WHAT THE EXERCISE ASKS » Copy each line below that contains "edges".

Saved data entries »
=====
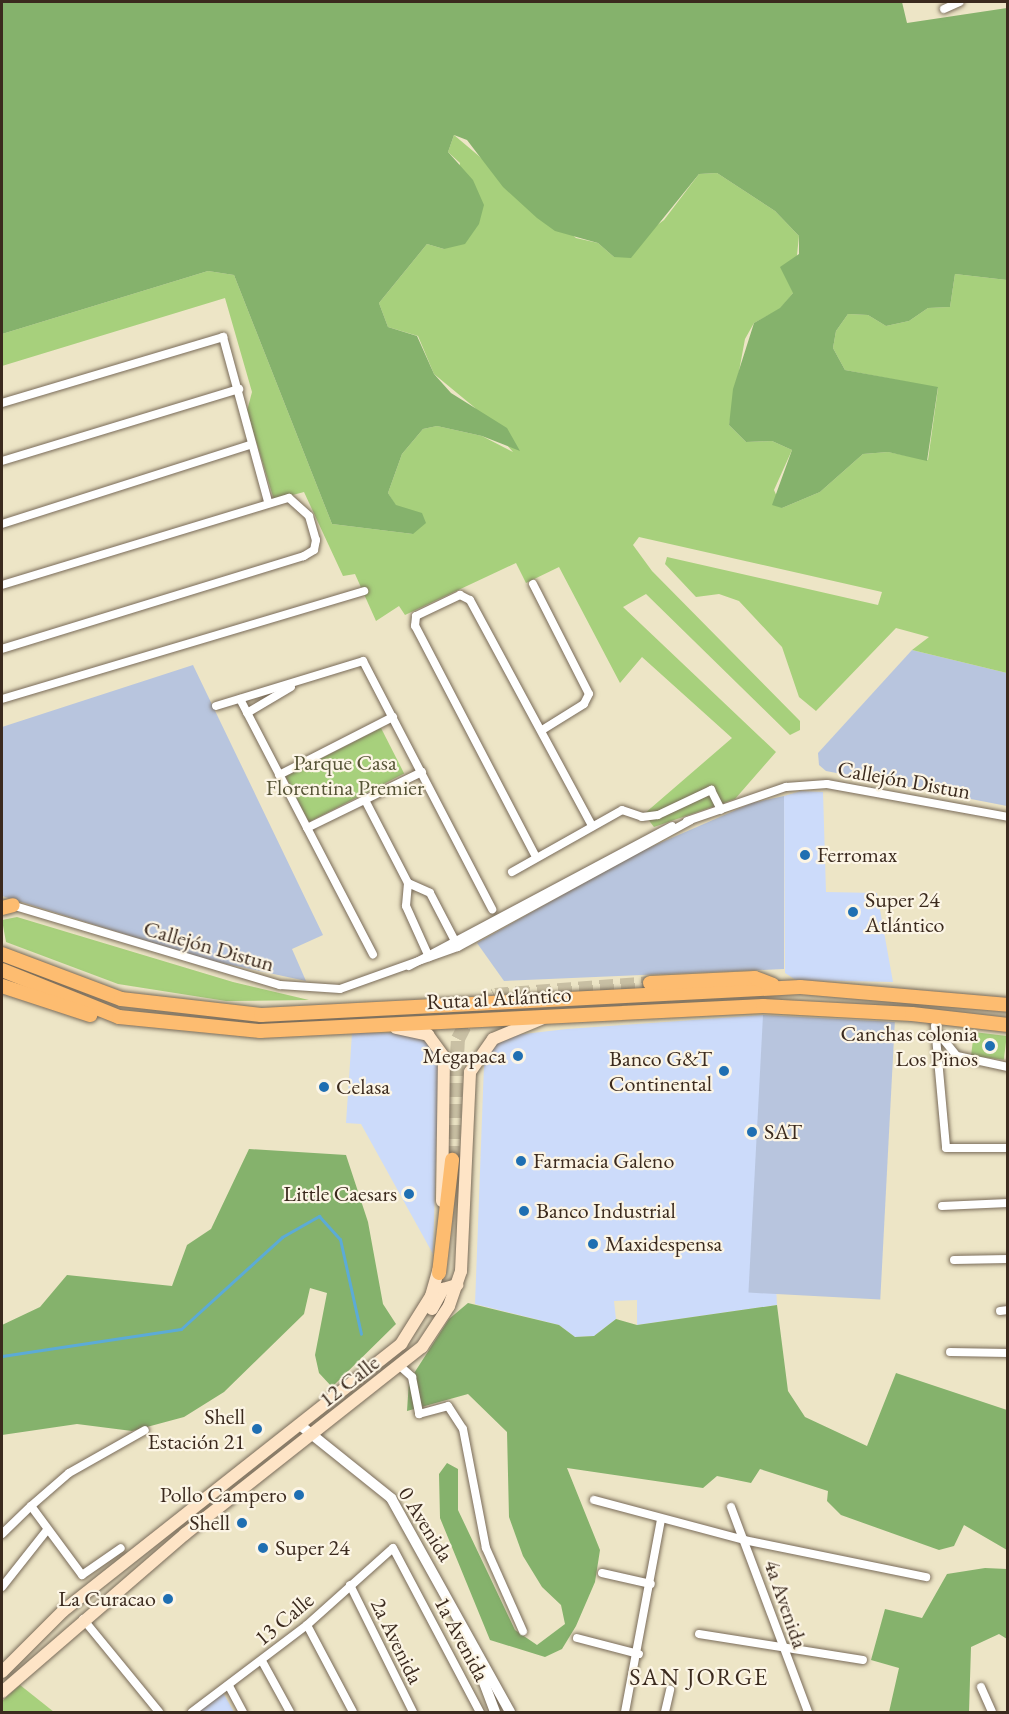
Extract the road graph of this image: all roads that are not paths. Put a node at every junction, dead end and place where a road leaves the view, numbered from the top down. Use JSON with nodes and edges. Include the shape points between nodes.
{"nodes":[{"id":1,"x":960,"y":2,"type":"edge"},
{"id":2,"x":944,"y":9,"type":"dead end"},
{"id":3,"x":239,"y":389,"type":"junction"},
{"id":4,"x":2,"y":403,"type":"edge"},
{"id":5,"x":250,"y":445,"type":"junction"},
{"id":6,"x":2,"y":461,"type":"edge"},
{"id":7,"x":268,"y":502,"type":"junction"},
{"id":8,"x":2,"y":524,"type":"edge"},
{"id":9,"x":533,"y":584,"type":"dead end"},
{"id":10,"x":2,"y":585,"type":"edge"},
{"id":11,"x":364,"y":591,"type":"dead end"},
{"id":12,"x":2,"y":649,"type":"edge"},
{"id":13,"x":304,"y":679,"type":"junction"},
{"id":14,"x":2,"y":699,"type":"edge"},
{"id":15,"x":240,"y":699,"type":"junction"},
{"id":16,"x":216,"y":706,"type":"dead end"},
{"id":17,"x":247,"y":713,"type":"junction"},
{"id":18,"x":393,"y":717,"type":"junction"},
{"id":19,"x":542,"y":730,"type":"junction"},
{"id":20,"x":422,"y":772,"type":"junction"},
{"id":21,"x":279,"y":775,"type":"junction"},
{"id":22,"x":365,"y":800,"type":"junction"},
{"id":23,"x":721,"y":810,"type":"junction"},
{"id":24,"x":1008,"y":818,"type":"edge"},
{"id":25,"x":592,"y":826,"type":"junction"},
{"id":26,"x":307,"y":828,"type":"junction"},
{"id":27,"x":536,"y":857,"type":"junction"},
{"id":28,"x":512,"y":872,"type":"dead end"},
{"id":29,"x":408,"y":883,"type":"junction"},
{"id":30,"x":5,"y":905,"type":"edge"},
{"id":31,"x":492,"y":909,"type":"dead end"},
{"id":32,"x":456,"y":943,"type":"junction"},
{"id":33,"x":2,"y":954,"type":"edge"},
{"id":34,"x":373,"y":955,"type":"dead end"},
{"id":35,"x":429,"y":957,"type":"junction"},
{"id":36,"x":2,"y":970,"type":"edge"},
{"id":37,"x":650,"y":983,"type":"tunnel mouth"},
{"id":38,"x":2,"y":986,"type":"edge"},
{"id":39,"x":780,"y":988,"type":"junction"},
{"id":40,"x":1008,"y":1005,"type":"edge"},
{"id":41,"x":549,"y":1016,"type":"junction"},
{"id":42,"x":119,"y":1017,"type":"junction"},
{"id":43,"x":1008,"y":1025,"type":"edge"},
{"id":44,"x":353,"y":1027,"type":"junction"},
{"id":45,"x":1008,"y":1067,"type":"edge"},
{"id":46,"x":1008,"y":1148,"type":"edge"},
{"id":47,"x":452,"y":1160,"type":"tunnel mouth"},
{"id":48,"x":1008,"y":1203,"type":"edge"},
{"id":49,"x":942,"y":1206,"type":"dead end"},
{"id":50,"x":1008,"y":1259,"type":"edge"},
{"id":51,"x":954,"y":1260,"type":"dead end"},
{"id":52,"x":439,"y":1273,"type":"junction"},
{"id":53,"x":458,"y":1285,"type":"junction"},
{"id":54,"x":414,"y":1329,"type":"junction"},
{"id":55,"x":950,"y":1352,"type":"dead end"},
{"id":56,"x":1008,"y":1353,"type":"edge"},
{"id":57,"x":401,"y":1367,"type":"junction"},
{"id":58,"x":300,"y":1425,"type":"junction"},
{"id":59,"x":145,"y":1430,"type":"dead end"},
{"id":60,"x":311,"y":1438,"type":"junction"},
{"id":61,"x":594,"y":1500,"type":"dead end"},
{"id":62,"x":31,"y":1506,"type":"junction"},
{"id":63,"x":731,"y":1507,"type":"dead end"},
{"id":64,"x":661,"y":1520,"type":"junction"},
{"id":65,"x":47,"y":1530,"type":"junction"},
{"id":66,"x":2,"y":1534,"type":"edge"},
{"id":67,"x":744,"y":1540,"type":"junction"},
{"id":68,"x":122,"y":1548,"type":"dead end"},
{"id":69,"x":395,"y":1550,"type":"joint"},
{"id":70,"x":602,"y":1573,"type":"dead end"},
{"id":71,"x":926,"y":1577,"type":"dead end"},
{"id":72,"x":651,"y":1584,"type":"junction"},
{"id":73,"x":350,"y":1585,"type":"junction"},
{"id":74,"x":2,"y":1587,"type":"edge"},
{"id":75,"x":83,"y":1619,"type":"junction"},
{"id":76,"x":308,"y":1625,"type":"junction"},
{"id":77,"x":523,"y":1631,"type":"dead end"},
{"id":78,"x":699,"y":1634,"type":"dead end"},
{"id":79,"x":577,"y":1638,"type":"dead end"},
{"id":80,"x":469,"y":1639,"type":"junction"},
{"id":81,"x":781,"y":1648,"type":"junction"},
{"id":82,"x":639,"y":1654,"type":"junction"},
{"id":83,"x":862,"y":1660,"type":"dead end"},
{"id":84,"x":262,"y":1661,"type":"junction"},
{"id":85,"x":2,"y":1672,"type":"edge"},
{"id":86,"x":229,"y":1686,"type":"junction"},
{"id":87,"x":981,"y":1687,"type":"dead end"},
{"id":88,"x":670,"y":1690,"type":"dead end"},
{"id":89,"x":2,"y":1692,"type":"edge"},
{"id":90,"x":159,"y":1713,"type":"edge"},
{"id":91,"x":192,"y":1713,"type":"edge"},
{"id":92,"x":243,"y":1713,"type":"edge"},
{"id":93,"x":290,"y":1713,"type":"edge"},
{"id":94,"x":353,"y":1713,"type":"edge"},
{"id":95,"x":413,"y":1713,"type":"edge"},
{"id":96,"x":480,"y":1713,"type":"edge"},
{"id":97,"x":495,"y":1713,"type":"edge"},
{"id":98,"x":510,"y":1713,"type":"edge"},
{"id":99,"x":625,"y":1713,"type":"edge"},
{"id":100,"x":665,"y":1713,"type":"edge"},
{"id":101,"x":808,"y":1713,"type":"edge"},
{"id":102,"x":992,"y":1713,"type":"edge"}],
"edges":[{"from":1,"to":2,"type":"street"},
{"from":3,"to":4,"type":"street","via":[[223,337]]},
{"from":3,"to":5,"type":"street"},
{"from":3,"to":6,"type":"street"},
{"from":5,"to":7,"type":"street"},
{"from":5,"to":8,"type":"street"},
{"from":7,"to":10,"type":"street"},
{"from":7,"to":12,"type":"street","via":[[289,498],[300,505],[309,516],[314,550]]},
{"from":9,"to":19,"type":"street","via":[[589,694],[584,704]]},
{"from":11,"to":14,"type":"street"},
{"from":13,"to":15,"type":"street"},
{"from":13,"to":17,"type":"street"},
{"from":13,"to":18,"type":"street","via":[[363,661]]},
{"from":15,"to":16,"type":"street"},
{"from":15,"to":17,"type":"street"},
{"from":17,"to":21,"type":"street"},
{"from":18,"to":20,"type":"street"},
{"from":18,"to":21,"type":"street"},
{"from":19,"to":25,"type":"street"},
{"from":19,"to":27,"type":"street","via":[[467,596],[416,616],[415,626]]},
{"from":20,"to":22,"type":"street"},
{"from":20,"to":31,"type":"street"},
{"from":21,"to":26,"type":"street"},
{"from":22,"to":26,"type":"street"},
{"from":22,"to":29,"type":"street"},
{"from":23,"to":24,"type":"street","name":"Callejón Distun","via":[[786,787],[827,784]]},
{"from":23,"to":25,"type":"street","via":[[711,790],[703,790],[658,815],[642,817],[622,810]]},
{"from":23,"to":32,"type":"street","name":"Callejón Distun","via":[[690,820]]},
{"from":25,"to":27,"type":"street"},
{"from":26,"to":34,"type":"street"},
{"from":27,"to":28,"type":"street"},
{"from":29,"to":32,"type":"street","via":[[430,893]]},
{"from":29,"to":35,"type":"street","via":[[406,906]]},
{"from":30,"to":35,"type":"street","name":"Callejón Distun","via":[[280,985],[340,989]]},
{"from":32,"to":35,"type":"street","name":"Callejón Distun"},
{"from":33,"to":39,"type":"highway","name":"Ruta al Atlántico","via":[[121,999],[261,1015]]},
{"from":36,"to":42,"type":"highway","name":"Ruta al Atlántico"},
{"from":37,"to":39,"type":"highway","via":[[754,978]]},
{"from":38,"to":42,"type":"highway","via":[[68,1010]]},
{"from":39,"to":40,"type":"highway","name":"Ruta al Atlántico","via":[[857,989]]},
{"from":41,"to":43,"type":"highway","name":"Ruta al Atlántico","via":[[782,1006]]},
{"from":41,"to":44,"type":"highway","name":"Ruta al Atlántico"},
{"from":41,"to":53,"type":"main road","name":"12 Calle","via":[[493,1038],[470,1072]]},
{"from":42,"to":44,"type":"highway","name":"Ruta al Atlántico","via":[[260,1031]]},
{"from":44,"to":52,"type":"main road","name":"12 Calle","via":[[420,1032],[437,1043],[444,1057]]},
{"from":45,"to":46,"type":"street","via":[[957,1056],[937,1030],[946,1148]]},
{"from":47,"to":52,"type":"highway"},
{"from":48,"to":49,"type":"street"},
{"from":50,"to":51,"type":"street"},
{"from":52,"to":54,"type":"main road","name":"12 Calle"},
{"from":53,"to":54,"type":"main road","via":[[444,1289]]},
{"from":53,"to":57,"type":"main road","name":"12 Calle","via":[[431,1335]]},
{"from":54,"to":58,"type":"main road","name":"12 Calle","via":[[384,1359]]},
{"from":55,"to":56,"type":"street"},
{"from":57,"to":60,"type":"main road","name":"12 Calle"},
{"from":57,"to":77,"type":"street","via":[[412,1377],[419,1414],[448,1406],[463,1429],[486,1548]]},
{"from":58,"to":60,"type":"street","name":"0 Avenida"},
{"from":58,"to":85,"type":"main road","name":"12 Calle","via":[[63,1611]]},
{"from":59,"to":62,"type":"street","via":[[79,1467]]},
{"from":60,"to":75,"type":"main road","name":"12 Calle"},
{"from":60,"to":80,"type":"street","name":"0 Avenida","via":[[391,1498]]},
{"from":61,"to":64,"type":"street"},
{"from":62,"to":65,"type":"street"},
{"from":62,"to":66,"type":"street"},
{"from":63,"to":67,"type":"street","name":"4a Avenida"},
{"from":64,"to":67,"type":"street"},
{"from":64,"to":72,"type":"street"},
{"from":65,"to":68,"type":"street","via":[[84,1575]]},
{"from":65,"to":74,"type":"street"},
{"from":67,"to":71,"type":"street"},
{"from":67,"to":81,"type":"street","name":"4a Avenida"},
{"from":69,"to":73,"type":"street","name":"13 Calle"},
{"from":69,"to":96,"type":"street","name":"1a Avenida"},
{"from":70,"to":72,"type":"street"},
{"from":72,"to":82,"type":"street"},
{"from":73,"to":76,"type":"street","name":"13 Calle"},
{"from":73,"to":95,"type":"street","name":"2a Avenida"},
{"from":75,"to":89,"type":"main road","name":"12 Calle"},
{"from":75,"to":90,"type":"street"},
{"from":76,"to":84,"type":"street","name":"13 Calle"},
{"from":76,"to":94,"type":"street"},
{"from":78,"to":81,"type":"street"},
{"from":79,"to":82,"type":"street"},
{"from":80,"to":97,"type":"street","name":"0 Avenida"},
{"from":80,"to":98,"type":"street","name":"0 Avenida"},
{"from":81,"to":83,"type":"street"},
{"from":81,"to":101,"type":"street","name":"4a Avenida"},
{"from":82,"to":99,"type":"street"},
{"from":84,"to":86,"type":"street","name":"13 Calle"},
{"from":84,"to":93,"type":"street"},
{"from":86,"to":91,"type":"street","name":"13 Calle"},
{"from":86,"to":92,"type":"street"},
{"from":87,"to":102,"type":"street"},
{"from":88,"to":100,"type":"street"}]}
=====
EXERCISE RESPONSE »
Extract the road graph of this image: all roads that are not paths. Put a node at every junction, dead end and place where a road leaves the view, numbered from the top down. Use JSON with nodes and edges. Include the shape points between nodes.
"edges":[{"from":1,"to":2,"type":"street"},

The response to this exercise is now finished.